In total, the Scottish residential housing market has generated just over £149.3 billion in sales over the last decade. During this period, house prices experienced four periods of growth bookended by periods of relative stability. Although sales volumes are now returning to levels not seen since 2008, they remain substantially below historic highs due in large measure to tighter mortgage lending criteria.
The Registers of Scotland data is unique in covering every property transaction - even those where no mortgage was required to facilitate the purchase. Indeed, cash sales now equate to 35.8% of the market, compared to just 17.3% back in 2005-06.
Regardless of funding vehicles, the average house price in Scotland has increased by 35% since 2005. A 6.2% rise during the most recent year has established a current average of £167,396. However, this headline figure masks significant regional variations. While all of Scotland's 32 council regions have seen house prices increase, Glasgow's rose by just 7.2% in the last decade whereas Aberdeen City experienced an 87.8% uplift in average prices.
Another surprising statistic involves a 70% increase in the number of residential properties selling for over a million pounds. Six of the most prolific postcodes for million-pound sales are in Edinburgh, with one in Aberdeen, two in Glasgow and one in South Lanarkshire - covering part of East Kilbride and the wealthy village of Thorntonhall.

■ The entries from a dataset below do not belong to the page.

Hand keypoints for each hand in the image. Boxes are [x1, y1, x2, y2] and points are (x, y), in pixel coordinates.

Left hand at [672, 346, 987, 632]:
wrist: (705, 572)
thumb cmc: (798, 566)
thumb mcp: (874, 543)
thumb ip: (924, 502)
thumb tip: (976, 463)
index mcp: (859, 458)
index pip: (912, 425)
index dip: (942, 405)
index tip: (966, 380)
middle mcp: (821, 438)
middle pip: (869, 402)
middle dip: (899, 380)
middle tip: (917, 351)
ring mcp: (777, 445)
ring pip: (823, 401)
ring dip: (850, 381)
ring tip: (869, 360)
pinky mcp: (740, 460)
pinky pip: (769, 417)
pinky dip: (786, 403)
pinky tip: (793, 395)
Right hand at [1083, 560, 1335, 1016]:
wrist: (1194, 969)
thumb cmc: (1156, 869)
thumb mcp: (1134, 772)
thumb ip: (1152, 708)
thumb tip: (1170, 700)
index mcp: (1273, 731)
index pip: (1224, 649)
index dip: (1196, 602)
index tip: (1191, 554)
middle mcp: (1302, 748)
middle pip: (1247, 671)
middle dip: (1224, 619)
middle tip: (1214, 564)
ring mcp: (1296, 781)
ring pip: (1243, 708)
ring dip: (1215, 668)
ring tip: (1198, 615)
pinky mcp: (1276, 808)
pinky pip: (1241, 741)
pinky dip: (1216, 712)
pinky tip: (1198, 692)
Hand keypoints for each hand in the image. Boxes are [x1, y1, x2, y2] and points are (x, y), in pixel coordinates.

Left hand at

As well as hosting the postcode with the highest proportion of million-pound property sales (EH12), the Edinburgh market also dominates these figures in terms of overall property value. Over the last year, over £2.64 billion of property was sold inside Edinburgh City Council's boundaries - more than in 14 other council regions combined. Total transactions in Edinburgh carried almost twice the value of those in Glasgow, which saw a 36% drop in market value compared to 2005-06.
By comparing the RoS data with information from the Office of National Statistics, it's possible to determine that North and East Ayrshire are currently the most affordable areas for homebuyers, with average prices of £120,400 and £110,277 respectively. By contrast, homes in Aberdeenshire sell for nine times the local median annual income, compared to a Scottish average of six times the median annual income of £21,770.

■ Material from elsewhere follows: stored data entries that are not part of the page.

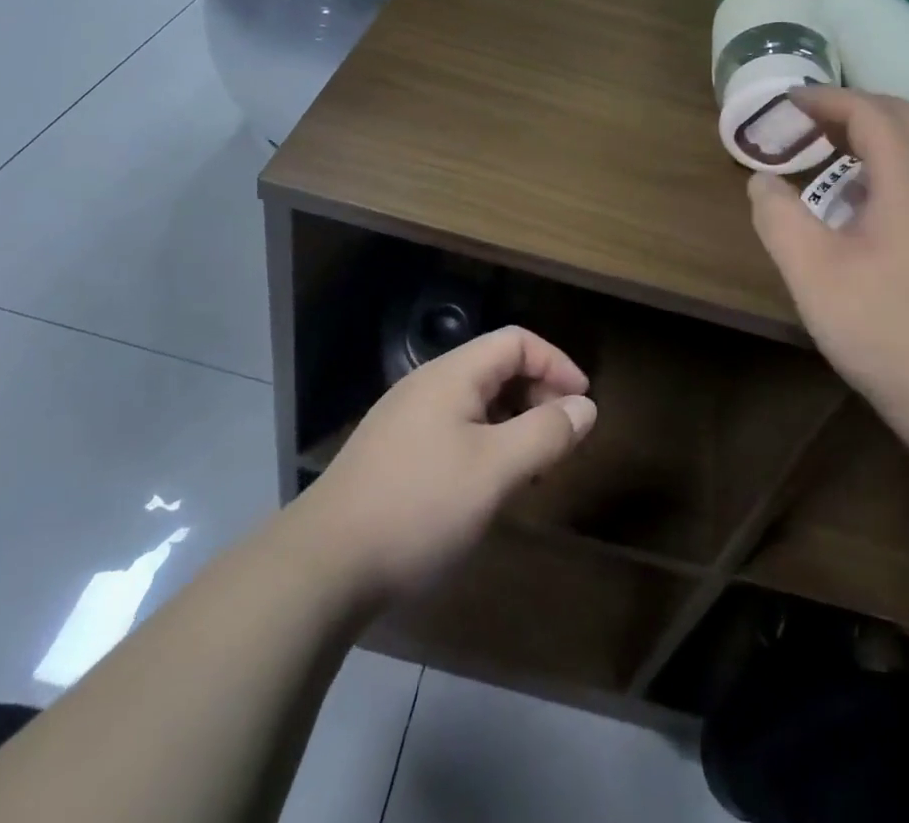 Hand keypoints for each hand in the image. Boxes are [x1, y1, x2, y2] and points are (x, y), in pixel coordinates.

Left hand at [295, 326, 596, 605]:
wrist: (322, 565)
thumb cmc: (418, 507)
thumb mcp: (495, 471)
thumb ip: (545, 434)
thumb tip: (585, 406)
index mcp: (452, 375)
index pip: (516, 341)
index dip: (556, 363)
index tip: (582, 404)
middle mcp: (427, 385)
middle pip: (496, 367)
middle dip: (537, 394)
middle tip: (559, 440)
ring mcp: (405, 418)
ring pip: (475, 402)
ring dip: (512, 422)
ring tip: (530, 468)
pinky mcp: (393, 452)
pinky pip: (453, 429)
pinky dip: (485, 443)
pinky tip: (486, 486)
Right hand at [747, 87, 908, 422]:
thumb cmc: (885, 327)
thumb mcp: (812, 272)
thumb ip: (778, 217)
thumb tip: (763, 182)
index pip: (870, 112)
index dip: (826, 99)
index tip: (788, 101)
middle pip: (905, 119)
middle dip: (854, 108)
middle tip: (810, 120)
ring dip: (877, 138)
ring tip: (833, 157)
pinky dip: (894, 169)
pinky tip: (868, 209) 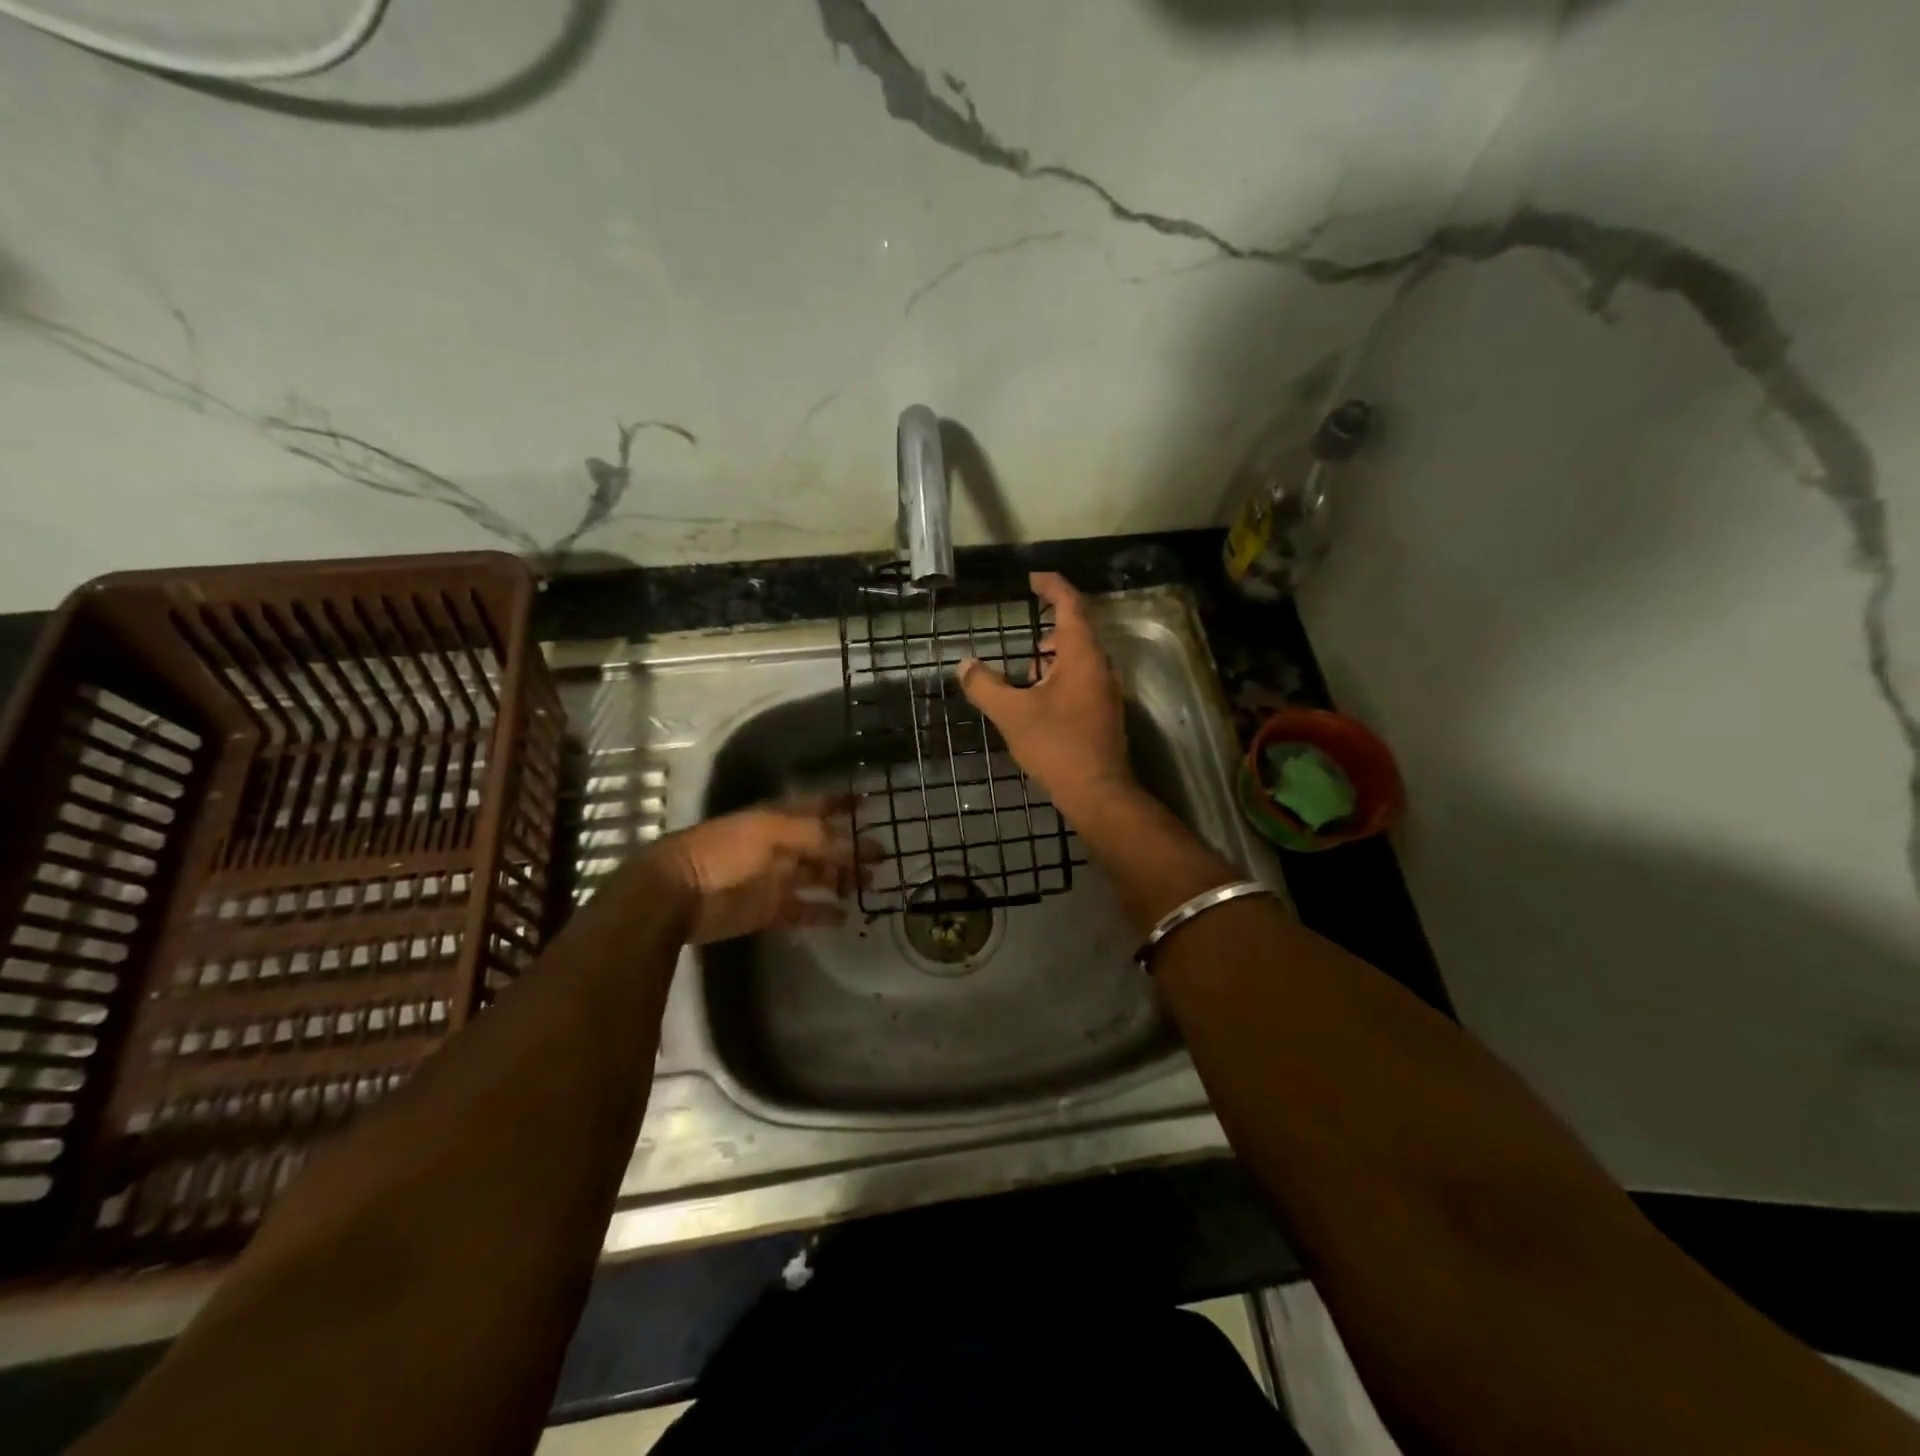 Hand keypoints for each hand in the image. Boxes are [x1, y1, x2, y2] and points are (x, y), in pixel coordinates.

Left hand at [647, 796, 870, 944]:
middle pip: (823, 845)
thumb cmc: (724, 852)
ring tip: (869, 884)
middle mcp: (780, 847)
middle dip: (851, 847)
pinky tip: (844, 916)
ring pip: (818, 877)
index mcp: (777, 819)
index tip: (867, 803)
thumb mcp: (771, 832)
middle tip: (881, 855)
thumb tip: (850, 842)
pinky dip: (823, 913)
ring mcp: (775, 880)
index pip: (816, 806)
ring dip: (843, 879)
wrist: (678, 895)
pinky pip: (804, 910)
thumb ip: (813, 834)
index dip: (840, 803)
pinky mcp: (769, 911)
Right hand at [958, 572, 1133, 819]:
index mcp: (1082, 656)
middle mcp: (1101, 666)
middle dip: (1050, 626)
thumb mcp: (1012, 714)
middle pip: (1078, 631)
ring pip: (1080, 658)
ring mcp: (1107, 690)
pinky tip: (1040, 698)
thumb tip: (964, 665)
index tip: (1033, 579)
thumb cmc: (1056, 745)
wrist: (1098, 792)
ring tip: (1026, 669)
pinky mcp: (1105, 712)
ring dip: (1054, 656)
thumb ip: (985, 686)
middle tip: (1023, 632)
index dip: (1053, 587)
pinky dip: (1061, 676)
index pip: (1071, 605)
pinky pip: (1083, 679)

In terms of property types, terraced houses have experienced the highest price increases, although flatted dwellings remain the dominant property style in Scotland. Over the last decade, flats accounted for over 41% of all residential sales, with average prices of £138,171 rising from £105,282 in 2005-06. It's worth noting that the majority of property sales in Scotland over the last ten years have been between £100,000 and £250,000 in value, which suggests affordability levels have remained fairly stable even during the various highs and lows of the housing market.